What you produce should match the records exactly, line for line.

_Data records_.
• • •
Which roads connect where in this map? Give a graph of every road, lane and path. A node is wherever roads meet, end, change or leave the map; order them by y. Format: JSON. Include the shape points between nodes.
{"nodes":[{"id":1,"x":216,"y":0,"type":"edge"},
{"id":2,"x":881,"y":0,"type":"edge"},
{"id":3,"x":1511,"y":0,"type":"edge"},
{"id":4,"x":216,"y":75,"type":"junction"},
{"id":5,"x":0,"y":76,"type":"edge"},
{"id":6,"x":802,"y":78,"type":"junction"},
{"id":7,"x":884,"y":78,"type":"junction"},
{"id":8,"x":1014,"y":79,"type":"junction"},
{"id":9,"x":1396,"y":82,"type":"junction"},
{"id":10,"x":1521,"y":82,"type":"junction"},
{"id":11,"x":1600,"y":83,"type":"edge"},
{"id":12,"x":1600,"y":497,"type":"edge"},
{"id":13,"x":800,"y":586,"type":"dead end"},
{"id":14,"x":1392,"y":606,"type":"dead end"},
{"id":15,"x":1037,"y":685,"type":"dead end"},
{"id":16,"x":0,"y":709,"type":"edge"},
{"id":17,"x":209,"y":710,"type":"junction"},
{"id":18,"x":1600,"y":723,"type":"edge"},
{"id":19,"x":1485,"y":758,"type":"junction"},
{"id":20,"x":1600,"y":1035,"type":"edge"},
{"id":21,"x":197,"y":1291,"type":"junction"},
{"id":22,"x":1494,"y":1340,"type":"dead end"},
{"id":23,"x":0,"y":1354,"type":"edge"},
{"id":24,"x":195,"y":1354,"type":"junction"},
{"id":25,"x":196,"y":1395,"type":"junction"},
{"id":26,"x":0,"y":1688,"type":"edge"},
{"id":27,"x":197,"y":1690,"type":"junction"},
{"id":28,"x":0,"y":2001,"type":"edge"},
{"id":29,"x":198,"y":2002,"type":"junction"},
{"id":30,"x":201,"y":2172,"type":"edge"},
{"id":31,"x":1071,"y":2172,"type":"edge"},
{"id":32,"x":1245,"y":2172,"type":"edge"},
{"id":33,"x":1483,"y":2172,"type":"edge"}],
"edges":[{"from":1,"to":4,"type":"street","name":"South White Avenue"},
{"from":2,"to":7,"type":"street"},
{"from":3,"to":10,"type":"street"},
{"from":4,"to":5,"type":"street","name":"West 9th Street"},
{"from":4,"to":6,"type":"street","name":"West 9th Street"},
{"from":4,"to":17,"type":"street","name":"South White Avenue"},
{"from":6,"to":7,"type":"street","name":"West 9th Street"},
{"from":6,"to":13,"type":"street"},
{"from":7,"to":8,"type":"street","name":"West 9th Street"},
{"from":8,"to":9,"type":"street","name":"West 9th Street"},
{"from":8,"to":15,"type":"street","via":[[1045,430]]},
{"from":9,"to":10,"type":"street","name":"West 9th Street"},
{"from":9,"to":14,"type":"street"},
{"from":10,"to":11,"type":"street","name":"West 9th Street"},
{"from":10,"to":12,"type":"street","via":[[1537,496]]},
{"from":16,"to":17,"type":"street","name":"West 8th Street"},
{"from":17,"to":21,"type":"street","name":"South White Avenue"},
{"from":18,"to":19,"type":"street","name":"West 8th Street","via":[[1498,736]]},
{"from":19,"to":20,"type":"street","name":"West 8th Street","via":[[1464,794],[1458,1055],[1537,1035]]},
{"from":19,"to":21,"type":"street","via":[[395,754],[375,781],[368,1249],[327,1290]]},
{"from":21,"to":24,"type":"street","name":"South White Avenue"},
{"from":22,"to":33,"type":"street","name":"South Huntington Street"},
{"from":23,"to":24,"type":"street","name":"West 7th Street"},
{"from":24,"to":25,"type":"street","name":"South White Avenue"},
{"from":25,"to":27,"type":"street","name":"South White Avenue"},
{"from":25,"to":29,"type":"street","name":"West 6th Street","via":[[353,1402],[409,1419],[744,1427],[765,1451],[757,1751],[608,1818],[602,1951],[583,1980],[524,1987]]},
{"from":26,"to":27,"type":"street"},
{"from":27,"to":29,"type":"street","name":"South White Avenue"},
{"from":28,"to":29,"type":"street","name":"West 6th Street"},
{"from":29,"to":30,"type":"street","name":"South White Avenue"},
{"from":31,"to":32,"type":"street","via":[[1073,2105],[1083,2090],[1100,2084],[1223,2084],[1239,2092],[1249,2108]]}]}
• • •
_Answer below_.
Which roads connect where in this map? Give a graph of every road, lane and path. A node is wherever roads meet, end, change or leave the map; order them by y. Format: JSON. Include the shape points between nodes.
{"nodes":[{"id":1,"x":216,"y":0,"type":"edge"},
{"id":2,"x":881,"y":0,"type":"edge"},
{"id":3,"x":1511,"y":0,"type":"edge"},
{"id":4,"x":216,"y":75,"type":"junction"},
{"id":5,"x":0,"y":76,"type":"edge"},
{"id":6,"x":802,"y":78,"type":"junction"},
{"id":7,"x":884,"y":78,"type":"junction"},
{"id":8,"x":1014,"y":79,"type":"junction"},
{"id":9,"x":1396,"y":82,"type":"junction"},
{"id":10,"x":1521,"y":82,"type":"junction"},
{"id":11,"x":1600,"y":83,"type":"edge"},
{"id":12,"x":1600,"y":497,"type":"edge"},
{"id":13,"x":800,"y":586,"type":"dead end"},
{"id":14,"x":1392,"y":606,"type":"dead end"},
{"id":15,"x":1037,"y":685,"type":"dead end"},
{"id":16,"x":0,"y":709,"type":"edge"},
{"id":17,"x":209,"y":710,"type":"junction"},
{"id":18,"x":1600,"y":723,"type":"edge"},
{"id":19,"x":1485,"y":758,"type":"junction"},
{"id":20,"x":1600,"y":1035,"type":"edge"},
{"id":21,"x":197,"y":1291,"type":"junction"},
{"id":22,"x":1494,"y":1340,"type":"dead end"},
{"id":23,"x":0,"y":1354,"type":"edge"},
{"id":24,"x":195,"y":1354,"type":"junction"},
{"id":25,"x":196,"y":1395,"type":"junction"},
{"id":26,"x":0,"y":1688,"type":"edge"},
{"id":27,"x":197,"y":1690,"type":"junction"},
{"id":28,"x":0,"y":2001,"type":"edge"},
{"id":29,"x":198,"y":2002,"type":"junction"},
{"id":30,"x":201,"y":2172,"type":"edge"},
{"id":31,"x":1071,"y":2172,"type":"edge"},
{"id":32,"x":1245,"y":2172,"type":"edge"},
{"id":33,"x":1483,"y":2172,"type":"edge"}],
"edges":[{"from":1,"to":4,"type":"street","name":"South White Avenue"},
{"from":2,"to":7,"type":"street"},
{"from":3,"to":10,"type":"street"},
{"from":4,"to":5,"type":"street","name":"West 9th Street"},
{"from":4,"to":6,"type":"street","name":"West 9th Street"},
{"from":4,"to":17,"type":"street","name":"South White Avenue"},
{"from":6,"to":7,"type":"street","name":"West 9th Street"},
{"from":6,"to":13,"type":"street"},
{"from":7,"to":8,"type":"street","name":"West 9th Street"},
{"from":8,"to":9,"type":"street","name":"West 9th Street"},
{"from":8,"to":15,"type":"street","via":[[1045,430]]},
{"from":9,"to":10,"type":"street","name":"West 9th Street"},
{"from":9,"to":14,"type":"street"},
{"from":10,"to":11,"type":"street","name":"West 9th Street"},
{"from":10,"to":12,"type":"street","via":[[1537,496]]},
{"from":16,"to":17,"type":"street","name":"West 8th Street"},
{"from":17,"to":21,"type":"street","name":"South White Avenue"},
{"from":18,"to":19,"type":"street","name":"West 8th Street","via":[[1498,736]]},
{"from":19,"to":20,"type":"street","name":"West 8th Street","via":[[1464,794],[1458,1055],[1537,1035]]},
{"from":19,"to":21,"type":"street","via":[[395,754],[375,781],[368,1249],[327,1290]]},
{"from":21,"to":24,"type":"street","name":"South White Avenue"},
{"from":22,"to":33,"type":"street","name":"South Huntington Street"},
{"from":23,"to":24,"type":"street","name":"West 7th Street"},
{"from":24,"to":25,"type":"street","name":"South White Avenue"},
{"from":25,"to":27,"type":"street","name":"South White Avenue"},
{"from":25,"to":29,"type":"street","name":"West 6th Street","via":[[353,1402],[409,1419],[744,1427],[765,1451],[757,1751],[608,1818],[602,1951],[583,1980],[524,1987]]},
{"from":26,"to":27,"type":"street"},
{"from":27,"to":29,"type":"street","name":"South White Avenue"},
{"from":28,"to":29,"type":"street","name":"West 6th Street"},
{"from":29,"to":30,"type":"street","name":"South White Avenue"},
{"from":31,"to":32,"type":"street","via":[[1073,2105],[1083,2090],[1100,2084],[1223,2084],[1239,2092],[1249,2108]]}]}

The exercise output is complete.